Meat Breeding Quality Rabbits: may be able to be shown, but have more visible flaws deviating from SOP which can include DQ's (disqualifications).


While a meat breeder may not want to invest the extra money in a showable rabbit, or if our show quality rabbits have sold to homes, they would do well to buy good stock out of show-bred rabbits, selecting those who have minor flaws. Sometimes these rabbits would be able to be shown in many regards but have a DQ - a missing toenail, a white spot, less-than-perfect fur, or are a color variety not yet accepted in the standards. If I were starting a meat operation, these are the rabbits I would go for. They are the next best thing to a show rabbit, and are often offered at a reduced price. We always take into account a customer's goals and needs when matching them up with rabbits.


Pet Quality Rabbits: rabbits who do not make the cut as a show or breeding prospect.


This could be a rabbit with uneven teeth, or one with pinched hocks. We call them pet quality which is to say that they aren't fit for breeding or showing, but what it usually means for us is that they end up in the freezer on butchering day. These are often referred to by breeders as "cull rabbits". If someone happened along who wanted a pet, since we select for temperament in our breeding program, we would be likely to be able to match them with a rabbit who would do really well as a pet. With that said, we haven't had the opportunity to sell a rabbit as a pet to anyone just yet.


In the end, having a pedigree doesn't mean you have a good rabbit. It just means you have a family tree for your rabbit. But if you find a breeder who is selling purebred, pedigreed rabbits who takes the time to understand your breeding goals and wants you to succeed in selecting rabbits that will do well for you, that is a pretty good place to start your buying experience.

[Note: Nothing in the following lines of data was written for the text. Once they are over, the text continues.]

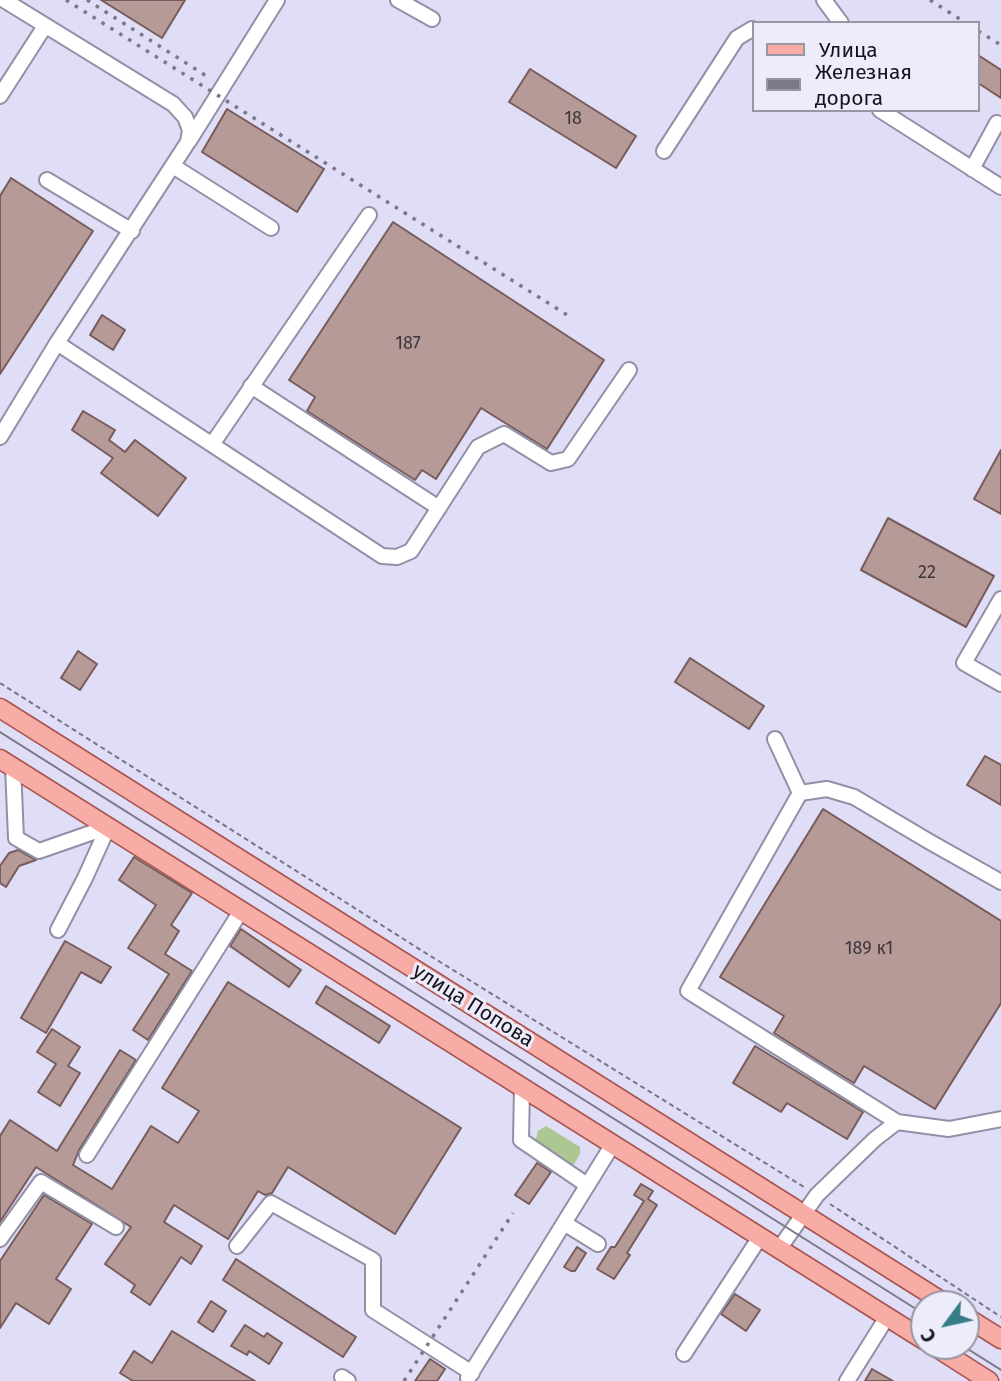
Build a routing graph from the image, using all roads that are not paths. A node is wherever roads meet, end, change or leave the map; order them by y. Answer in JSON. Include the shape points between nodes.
{"nodes":[{"id":1,"x":4,"y":0,"type":"edge"},
{"id":2,"x":277,"y":0,"type":"edge"},
{"id":3,"x":398,"y":0,"type":"edge"},
{"id":4,"x":824,"y":0,"type":"edge"},
{"id":5,"x":432,"y":19,"type":"dead end"},
{"id":6,"x":840,"y":21,"type":"edge"},
{"id":7,"x":45,"y":26,"type":"junction"},
{"id":8,"x":752,"y":29,"type":"edge"},
{"id":9,"x":0,"y":96,"type":"edge"},
{"id":10,"x":883,"y":112,"type":"edge"},
{"id":11,"x":997,"y":123,"type":"dead end"},
{"id":12,"x":188,"y":142,"type":"junction"},
{"id":13,"x":664,"y":151,"type":"dead end"},
{"id":14,"x":173,"y":166,"type":"junction"},
{"id":15,"x":972,"y":169,"type":"junction"},
{"id":16,"x":47,"y":180,"type":"dead end"},
{"id":17,"x":1001,"y":187,"type":"edge"},
{"id":18,"x":369,"y":215,"type":"dead end"},
{"id":19,"x":271,"y":228,"type":"dead end"},
{"id":20,"x":132,"y":231,"type":"junction"},
{"id":21,"x":57,"y":343,"type":"junction"},
{"id":22,"x":629,"y":370,"type":"dead end"},
{"id":23,"x":251,"y":386,"type":"junction"},
{"id":24,"x":0,"y":437,"type":"edge"},
{"id":25,"x":212,"y":443,"type":"junction"},
{"id":26,"x":439,"y":508,"type":"junction"},
{"id":27,"x":1001,"y":598,"type":"edge"},
{"id":28,"x":1001,"y":684,"type":"edge"},
{"id":29,"x":0,"y":708,"type":"edge"},
{"id":30,"x":775,"y":738,"type":"dead end"},
{"id":31,"x":6,"y":763,"type":"edge"},
{"id":32,"x":800,"y":793,"type":"junction"},
{"id":33,"x":108,"y":827,"type":"junction"},
{"id":34,"x":1001,"y":882,"type":"edge"},
{"id":35,"x":241,"y":911,"type":"junction"},
{"id":36,"x":58,"y":930,"type":"dead end"},
{"id":37,"x":522,"y":1087,"type":"junction"},
{"id":38,"x":1001,"y":1119,"type":"edge"},
{"id":39,"x":897,"y":1122,"type":"junction"},
{"id":40,"x":612,"y":1144,"type":"junction"},
{"id":41,"x":87,"y":1155,"type":"dead end"},
{"id":42,"x":587,"y":1185,"type":"junction"},
{"id":43,"x":802,"y":1213,"type":"junction"},
{"id":44,"x":564,"y":1223,"type":"junction"},
{"id":45,"x":116,"y":1227,"type":"dead end"},
{"id":46,"x":760,"y":1237,"type":"junction"},
{"id":47,"x":0,"y":1239,"type":"edge"},
{"id":48,"x":598,"y":1244,"type":"dead end"},
{"id":49,"x":237,"y":1246,"type":"dead end"},
{"id":50,"x":779,"y":1249,"type":"junction"},
{"id":51,"x":924,"y":1290,"type":"edge"},
{"id":52,"x":887,"y":1317,"type":"junction"},
{"id":53,"x":980,"y":1326,"type":"edge"},
{"id":54,"x":910,"y":1331,"type":"edge"},
{"id":55,"x":1001,"y":1339,"type":"edge"},
{"id":56,"x":684,"y":1354,"type":"dead end"},
{"id":57,"x":953,"y":1360,"type":"edge"},
{"id":58,"x":469,"y":1377,"type":"edge"},
{"id":59,"x":978,"y":1378,"type":"edge"},
{"id":60,"x":847,"y":1381,"type":"edge"}],
"edges":[{"from":1,"to":7,"type":"street"},
{"from":2,"to":12,"type":"street"},
{"from":3,"to":5,"type":"street"},
{"from":4,"to":6,"type":"street"},
{"from":7,"to":9,"type":"street"},
{"from":7,"to":12,"type":"street","via":[[173,104],[185,117]]},
{"from":8,"to":13,"type":"street","via":[[737,38]]},
{"from":10,"to":15,"type":"street"},
{"from":11,"to":15,"type":"street"},
{"from":12,"to":14,"type":"street"},
{"from":14,"to":19,"type":"street"},
{"from":14,"to":20,"type":"street"},
{"from":15,"to":17,"type":"street"},
{"from":16,"to":20,"type":"street"},
{"from":18,"to":23,"type":"street"},
{"from":20,"to":21,"type":"street"},
{"from":21,"to":24,"type":"street"},
{"from":21,"to":25,"type":"street"},
{"from":22,"to":26,"type":"street","via":[[568,460],[551,463],[504,434],[478,447]]},
{"from":23,"to":25,"type":"street"},
{"from":23,"to":26,"type":"street"},
{"from":25,"to":26,"type":"street","via":[[382,556],[397,557],[411,551]]},
{"from":27,"to":28,"type":"street","via":[[964,663]]},
{"from":29,"to":43,"type":"main road","name":"улица Попова"},
{"from":30,"to":32,"type":"street"},
{"from":31,"to":33,"type":"main road","name":"улица Попова"},
{"from":31,"to":33,"type":"street","via":[[16,838],[39,851]]},
{"from":32,"to":34,"type":"street","via":[[827,789],[854,797]]},
{"from":32,"to":39,"type":"street","via":[[688,991]]},
{"from":33,"to":35,"type":"main road","name":"улица Попова"},
{"from":33,"to":36,"type":"street"},
{"from":35,"to":37,"type":"main road","name":"улица Попова"},
{"from":35,"to":41,"type":"street"},
{"from":37,"to":40,"type":"main road","name":"улица Попова"},
{"from":37,"to":42,"type":"street","via":[[520,1140]]},
{"from":38,"to":39,"type":"street","via":[[949,1129]]},
{"from":39,"to":43,"type":"street"},
{"from":40,"to":42,"type":"street"},
{"from":40,"to":46,"type":"main road","name":"улица Попова"},
{"from":42,"to":44,"type":"street"},
{"from":43,"to":50,"type":"street"},
{"from":43,"to":51,"type":"main road","name":"улица Попова"},
{"from":44,"to":48,"type":"street"},
{"from":44,"to":58,"type":"street"},
{"from":45,"to":47,"type":"street","via":[[40,1182]]},
{"from":46,"to":50,"type":"main road","name":"улица Попова"},
{"from":46,"to":56,"type":"street"},
{"from":49,"to":58,"type":"street","via":[[271,1203],[373,1260],[373,1310]]},
{"from":50,"to":52,"type":"main road","name":"улица Попова"},
{"from":52,"to":54,"type":"main road","name":"улица Попова"},
{"from":52,"to":60,"type":"street"},
{"from":53,"to":55,"type":"main road"},
{"from":57,"to":59,"type":"main road"}]}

Now let's talk about naming. It is common knowledge in the rabbit breeding community that you leave the rabbit's name (especially the prefix) the same as what is listed on the pedigree. The rabbits we have produced have "Arbor House" listed as the prefix. This is to credit us as the breeder behind this particular rabbit, and it is just basic respect to honor that breeder for their work. We often also name our rabbits before selling them simply because it is easier for us to keep them straight with names than with their tattoo ID, but we can always change the name for you on the pedigree or send you one where the rabbit's name is blank, and we are happy to do this for you when we prepare your pedigree.


We use Everbreed online software to track our breeding herd, litters, pedigrees, finances, and scheduled tasks.

Pedigree organization and storage is also something that needs to be considered. We use Everbreed online software to track our rabbits, their litters, schedule breedings, and to keep detailed pedigrees. We also keep a printed copy in page protectors in a binder. This helps us to be able to quickly compare pedigrees when planning for breedings rather than flipping back and forth on a screen. It also makes for a quick grab and go when attending a show if we want to have pedigrees with me. We highly recommend keeping more than one copy of a pedigree as a backup, even if it is just a snapshot on your phone. Overall, I do believe that pedigrees are valuable and can really add to your breeding program, whether you are simply breeding for meat at home or showing competitively. A pedigree is a record-keeping tool, and most every successful rabbitry keeps good records.